Obviously, this would only be relevant for databases which allow multiple versions.
The only way I see to do it now, is to somehow check if a previous key (within the same batch write) matches one I am about to add, then flush before I add it.
This seems like a needless performance hit.
db, err = badger.Open(badger.DefaultOptions(path).WithNumVersionsToKeep(math.MaxInt64))
wb := db.NewWriteBatch()
wb.Set([]byte("k1"),[]byte("v1"))
wb.Set([]byte("k1"),[]byte("v2"))
wb.Flush()
//result only one key-value pair stored
vs
db, err = badger.Open(badger.DefaultOptions(path).WithNumVersionsToKeep(math.MaxInt64))
wb := db.NewWriteBatch()
wb.Set([]byte("k1"),[]byte("v1"))
wb.Flush()
wb.Set([]byte("k1"),[]byte("v2"))
wb.Flush()
//result both versions stored
//but probably a big performance hit keeping track of when I need to call flush
I would like an option that causes the first code block above to store both versions.

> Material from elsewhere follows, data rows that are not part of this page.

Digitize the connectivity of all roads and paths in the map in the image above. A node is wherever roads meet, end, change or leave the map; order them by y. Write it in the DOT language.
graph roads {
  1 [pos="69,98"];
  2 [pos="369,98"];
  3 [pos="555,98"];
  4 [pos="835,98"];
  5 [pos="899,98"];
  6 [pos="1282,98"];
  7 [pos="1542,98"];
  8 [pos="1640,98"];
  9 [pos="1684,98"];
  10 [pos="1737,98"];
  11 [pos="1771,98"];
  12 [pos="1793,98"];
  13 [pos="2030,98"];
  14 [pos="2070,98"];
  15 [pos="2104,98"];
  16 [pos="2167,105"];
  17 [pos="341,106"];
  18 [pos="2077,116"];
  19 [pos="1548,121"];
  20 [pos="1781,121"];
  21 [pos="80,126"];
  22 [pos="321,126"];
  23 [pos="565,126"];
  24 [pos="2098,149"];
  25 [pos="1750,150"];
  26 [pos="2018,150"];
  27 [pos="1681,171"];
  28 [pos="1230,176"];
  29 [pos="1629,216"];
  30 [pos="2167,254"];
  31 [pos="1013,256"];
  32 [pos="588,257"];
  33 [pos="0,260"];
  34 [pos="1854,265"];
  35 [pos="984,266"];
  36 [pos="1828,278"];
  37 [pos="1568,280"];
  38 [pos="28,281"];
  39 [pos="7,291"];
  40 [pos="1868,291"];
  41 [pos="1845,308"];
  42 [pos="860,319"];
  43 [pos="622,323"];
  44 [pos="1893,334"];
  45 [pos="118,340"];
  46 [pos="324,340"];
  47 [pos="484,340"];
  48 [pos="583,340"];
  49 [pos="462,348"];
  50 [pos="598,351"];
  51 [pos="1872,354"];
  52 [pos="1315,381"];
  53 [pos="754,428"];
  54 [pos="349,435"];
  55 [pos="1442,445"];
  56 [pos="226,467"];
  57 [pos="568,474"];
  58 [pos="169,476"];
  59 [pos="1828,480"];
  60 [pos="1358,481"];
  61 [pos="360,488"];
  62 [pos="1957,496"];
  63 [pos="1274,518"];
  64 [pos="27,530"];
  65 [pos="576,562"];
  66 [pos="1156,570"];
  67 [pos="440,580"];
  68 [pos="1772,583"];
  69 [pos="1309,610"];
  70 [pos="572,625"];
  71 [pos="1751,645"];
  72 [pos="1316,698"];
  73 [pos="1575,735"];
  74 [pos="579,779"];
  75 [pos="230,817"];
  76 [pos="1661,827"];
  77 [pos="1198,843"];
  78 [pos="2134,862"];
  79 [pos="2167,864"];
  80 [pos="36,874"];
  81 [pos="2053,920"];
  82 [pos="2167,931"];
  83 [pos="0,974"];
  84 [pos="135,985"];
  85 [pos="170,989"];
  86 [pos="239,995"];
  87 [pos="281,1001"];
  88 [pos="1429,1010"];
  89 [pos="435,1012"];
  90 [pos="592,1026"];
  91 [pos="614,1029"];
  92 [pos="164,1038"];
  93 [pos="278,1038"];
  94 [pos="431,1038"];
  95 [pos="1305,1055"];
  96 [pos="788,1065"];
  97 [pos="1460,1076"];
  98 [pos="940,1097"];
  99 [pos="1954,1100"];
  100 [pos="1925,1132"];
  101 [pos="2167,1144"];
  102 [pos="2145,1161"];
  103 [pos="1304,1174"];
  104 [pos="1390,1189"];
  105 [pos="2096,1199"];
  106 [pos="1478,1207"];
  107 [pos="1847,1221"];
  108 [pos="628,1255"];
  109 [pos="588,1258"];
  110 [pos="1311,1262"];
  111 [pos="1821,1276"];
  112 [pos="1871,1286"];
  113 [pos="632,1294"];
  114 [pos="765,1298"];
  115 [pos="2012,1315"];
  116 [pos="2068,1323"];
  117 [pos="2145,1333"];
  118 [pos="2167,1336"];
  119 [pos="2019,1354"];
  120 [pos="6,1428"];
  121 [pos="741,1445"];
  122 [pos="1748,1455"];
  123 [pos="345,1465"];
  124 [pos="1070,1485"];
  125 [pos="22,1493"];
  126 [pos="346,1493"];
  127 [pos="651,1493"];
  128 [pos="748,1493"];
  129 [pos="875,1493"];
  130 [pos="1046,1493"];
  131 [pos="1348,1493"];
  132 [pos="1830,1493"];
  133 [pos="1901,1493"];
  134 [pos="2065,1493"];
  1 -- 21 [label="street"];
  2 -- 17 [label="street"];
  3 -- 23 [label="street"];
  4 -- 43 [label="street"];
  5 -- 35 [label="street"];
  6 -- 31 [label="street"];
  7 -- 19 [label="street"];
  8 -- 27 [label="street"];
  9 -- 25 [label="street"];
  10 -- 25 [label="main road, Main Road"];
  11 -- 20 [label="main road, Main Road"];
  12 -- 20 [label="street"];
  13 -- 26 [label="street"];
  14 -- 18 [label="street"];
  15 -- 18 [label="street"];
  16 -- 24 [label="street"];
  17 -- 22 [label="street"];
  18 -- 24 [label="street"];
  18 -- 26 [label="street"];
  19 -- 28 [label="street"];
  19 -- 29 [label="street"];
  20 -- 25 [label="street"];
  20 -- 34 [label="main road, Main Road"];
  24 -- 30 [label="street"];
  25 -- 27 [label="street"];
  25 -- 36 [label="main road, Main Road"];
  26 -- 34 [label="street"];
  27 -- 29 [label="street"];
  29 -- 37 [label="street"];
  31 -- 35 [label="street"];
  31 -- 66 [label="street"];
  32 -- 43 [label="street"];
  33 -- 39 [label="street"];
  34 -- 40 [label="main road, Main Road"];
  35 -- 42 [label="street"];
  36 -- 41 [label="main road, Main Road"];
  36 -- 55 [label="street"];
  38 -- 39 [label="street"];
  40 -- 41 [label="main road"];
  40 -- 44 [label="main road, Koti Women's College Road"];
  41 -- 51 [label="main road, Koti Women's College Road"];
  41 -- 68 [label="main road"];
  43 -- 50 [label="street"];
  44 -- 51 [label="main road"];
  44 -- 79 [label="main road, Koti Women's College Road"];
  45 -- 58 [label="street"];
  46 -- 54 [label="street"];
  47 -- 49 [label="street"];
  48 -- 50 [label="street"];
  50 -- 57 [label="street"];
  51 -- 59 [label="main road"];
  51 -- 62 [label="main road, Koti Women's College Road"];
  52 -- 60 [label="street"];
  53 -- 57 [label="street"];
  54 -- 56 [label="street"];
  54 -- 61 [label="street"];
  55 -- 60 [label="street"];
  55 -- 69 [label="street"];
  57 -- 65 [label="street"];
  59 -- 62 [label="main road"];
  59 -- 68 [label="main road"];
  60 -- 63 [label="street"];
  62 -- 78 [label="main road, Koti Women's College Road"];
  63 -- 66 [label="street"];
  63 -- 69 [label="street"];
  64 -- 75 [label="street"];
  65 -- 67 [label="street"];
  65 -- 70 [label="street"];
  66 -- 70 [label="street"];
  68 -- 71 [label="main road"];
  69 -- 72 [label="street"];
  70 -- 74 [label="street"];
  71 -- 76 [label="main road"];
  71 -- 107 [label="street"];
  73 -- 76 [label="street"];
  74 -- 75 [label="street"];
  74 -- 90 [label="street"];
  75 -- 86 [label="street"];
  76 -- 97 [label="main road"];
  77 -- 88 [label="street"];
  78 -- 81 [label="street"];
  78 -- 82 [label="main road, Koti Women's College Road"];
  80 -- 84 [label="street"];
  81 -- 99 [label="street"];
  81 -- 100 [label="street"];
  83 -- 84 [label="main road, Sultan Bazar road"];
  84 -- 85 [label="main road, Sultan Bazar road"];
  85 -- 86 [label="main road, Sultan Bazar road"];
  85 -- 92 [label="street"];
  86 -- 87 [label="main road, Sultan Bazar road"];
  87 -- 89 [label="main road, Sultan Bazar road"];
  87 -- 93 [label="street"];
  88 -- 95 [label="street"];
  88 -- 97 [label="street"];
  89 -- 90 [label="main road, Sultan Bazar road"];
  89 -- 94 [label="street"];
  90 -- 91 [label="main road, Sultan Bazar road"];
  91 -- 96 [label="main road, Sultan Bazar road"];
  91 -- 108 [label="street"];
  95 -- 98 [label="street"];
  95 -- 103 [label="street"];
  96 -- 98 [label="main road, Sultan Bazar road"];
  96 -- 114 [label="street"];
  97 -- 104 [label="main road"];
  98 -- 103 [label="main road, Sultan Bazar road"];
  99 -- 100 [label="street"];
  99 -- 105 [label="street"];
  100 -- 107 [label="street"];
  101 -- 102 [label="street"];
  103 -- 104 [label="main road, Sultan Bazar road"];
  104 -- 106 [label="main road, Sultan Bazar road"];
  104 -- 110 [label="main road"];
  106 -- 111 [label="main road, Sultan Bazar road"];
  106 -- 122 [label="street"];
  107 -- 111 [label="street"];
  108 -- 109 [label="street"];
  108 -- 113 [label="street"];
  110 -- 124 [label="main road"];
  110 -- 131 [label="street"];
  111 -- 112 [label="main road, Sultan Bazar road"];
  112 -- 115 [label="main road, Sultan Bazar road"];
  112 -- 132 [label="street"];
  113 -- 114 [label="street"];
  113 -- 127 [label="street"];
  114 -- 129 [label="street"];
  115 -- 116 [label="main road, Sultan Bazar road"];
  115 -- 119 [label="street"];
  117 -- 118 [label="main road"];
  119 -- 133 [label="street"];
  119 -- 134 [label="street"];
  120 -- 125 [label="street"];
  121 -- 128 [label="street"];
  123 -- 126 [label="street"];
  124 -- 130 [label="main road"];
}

I have generators which produce numeric values. I have different classes of generators. Each generator has a series of input parameters.
I am producing large volumes of generator+input vs output pairs.
Outputs from a single generator are not guaranteed to be unique.
I am interested in matching outputs from one generator to another. Then analyzing which inputs lead to identical outputs from another generator.
The output values are the keys (unfortunate nomenclature). The input parameters are the values.
I then search for matching outputs (keys) and record the inputs which generated them.
Frequently, a single generator will produce the same output for different inputs within a single write batch. I need to capture each of these as they are unique and meaningful to me.
So, I was able to find a temporary work around here:
Relevant quote below
open the database as a managed DB…specify the version timestamp for each key and then my values will be added correctly
HOWEVER
My transactions are coming in so fast that time.Now().UnixNano() returns the same value for multiple entries. Because time.Now().UnixNano() is not designed to return the current nanosecond. On my hardware, it can take 10ms before it updates. This causes the undesired behavior of dropping versions.
To work around that I keep an incremental counter that I add to the result of time.Now().UnixNano() to guarantee uniqueness.
All of this seems a bit hacky. I would like to see an option that causes this behavior. Additionally, I am unsure if this hacky approach could have potentially unwanted side effects.
To me, it seems like if there is a ‘keep multiple versions’ option, there should be a related option to ‘keep multiple versions within a single transaction’. It seems reasonable to me that if someone wants to keep multiple versions that they would want to do so even within the same transaction.